Earlier he lost his third attempt to get a pre-Christmas general election after Labour MPs refused to give the plan the backing it needed.
The House of Commons voted by 299 to 70 for a December 12 election, well short of the 66%-plus majority required under the law.
The latest government defeat followed Jeremy Corbyn’s decision to whip his MPs to abstain on the motion tabled by the prime minister.
However, the PM revealed he would table a new bill on Tuesday to change the rules to lower the bar for an election so he needs just 51% of MPs to go ahead.
It would take just one smaller party like the SNP or the Lib Dems to back the legislation for it to pass.
Johnson said: “We will not allow this paralysis to continue, and one way or another we must proceed straight to an election.

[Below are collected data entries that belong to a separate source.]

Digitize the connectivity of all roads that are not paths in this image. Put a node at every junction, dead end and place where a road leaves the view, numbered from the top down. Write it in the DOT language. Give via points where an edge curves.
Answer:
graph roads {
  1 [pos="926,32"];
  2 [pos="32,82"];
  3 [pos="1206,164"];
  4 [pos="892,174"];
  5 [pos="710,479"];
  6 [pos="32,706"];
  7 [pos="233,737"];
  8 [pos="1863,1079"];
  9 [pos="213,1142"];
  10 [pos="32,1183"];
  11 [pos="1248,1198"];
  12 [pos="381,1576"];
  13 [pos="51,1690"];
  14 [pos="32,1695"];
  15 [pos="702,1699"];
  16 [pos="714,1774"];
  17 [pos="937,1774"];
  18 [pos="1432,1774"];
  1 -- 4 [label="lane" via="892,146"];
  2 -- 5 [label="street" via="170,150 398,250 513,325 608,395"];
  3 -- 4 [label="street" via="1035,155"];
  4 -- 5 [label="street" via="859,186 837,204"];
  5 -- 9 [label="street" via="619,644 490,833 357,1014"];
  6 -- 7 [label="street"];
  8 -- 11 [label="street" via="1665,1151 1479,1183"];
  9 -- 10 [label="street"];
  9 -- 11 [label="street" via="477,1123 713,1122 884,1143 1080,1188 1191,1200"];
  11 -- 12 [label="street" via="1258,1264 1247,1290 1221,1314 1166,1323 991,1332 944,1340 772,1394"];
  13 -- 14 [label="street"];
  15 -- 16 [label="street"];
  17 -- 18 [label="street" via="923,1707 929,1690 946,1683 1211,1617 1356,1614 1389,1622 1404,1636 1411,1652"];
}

“So later on this evening, the government will give notice of presentation for a short Bill for an election on December 12 so we can finally get Brexit done.”
SNP Westminster leader Ian Blackford said the party would support the new plan for a December 12 election if the PM gave a “cast-iron guarantee” he would not revive his Withdrawal Agreement Bill (WAB).
A No.10 source said the Brexit legislation would not now be brought back before parliament: “The bill is very similar to the LibDem/SNP bill. The WAB will not be put back. This is the way to get Brexit done so the country can move on.”
HuffPost UK understands that the government has ruled out the December 9 date suggested by the LibDems and SNP because there would be too little time to get Royal Assent by this Friday, as required under the Fixed Term Parliament Act.
The two parties had backed the earlier date because they felt it would give more students the chance to vote before their term time ends. Many students are registered to vote at their university rather than their home address.
Crucially, immediately after the latest government setback, Corbyn refused to rule out agreeing to the new bill.
“We will obviously look and scrutinise that Bill and we look forward to a clear, definitive decision that no deal is absolutely off the table and there is no danger of this Prime Minister not sticking to his word,” he told MPs.
In a statement, Lib Dem leader Jo Swinson was equivocal but suggested her party may now not back the new bill. “He has chosen to stick to his original plan for December 12, which we have already rejected,” she said.
Under the Fixed Term Parliaments Act, at least 434 out of the Commons’ 650 MPs are needed to trigger an early general election before the current set date of May 5, 2022.
Johnson had tried twice before to get a snap election and was defeated both times by a similar cross-party refusal to grant the support he needed.
His hopes of holding a polling day this year now rely on whether opposition parties support a fresh attempt to bypass current legislation.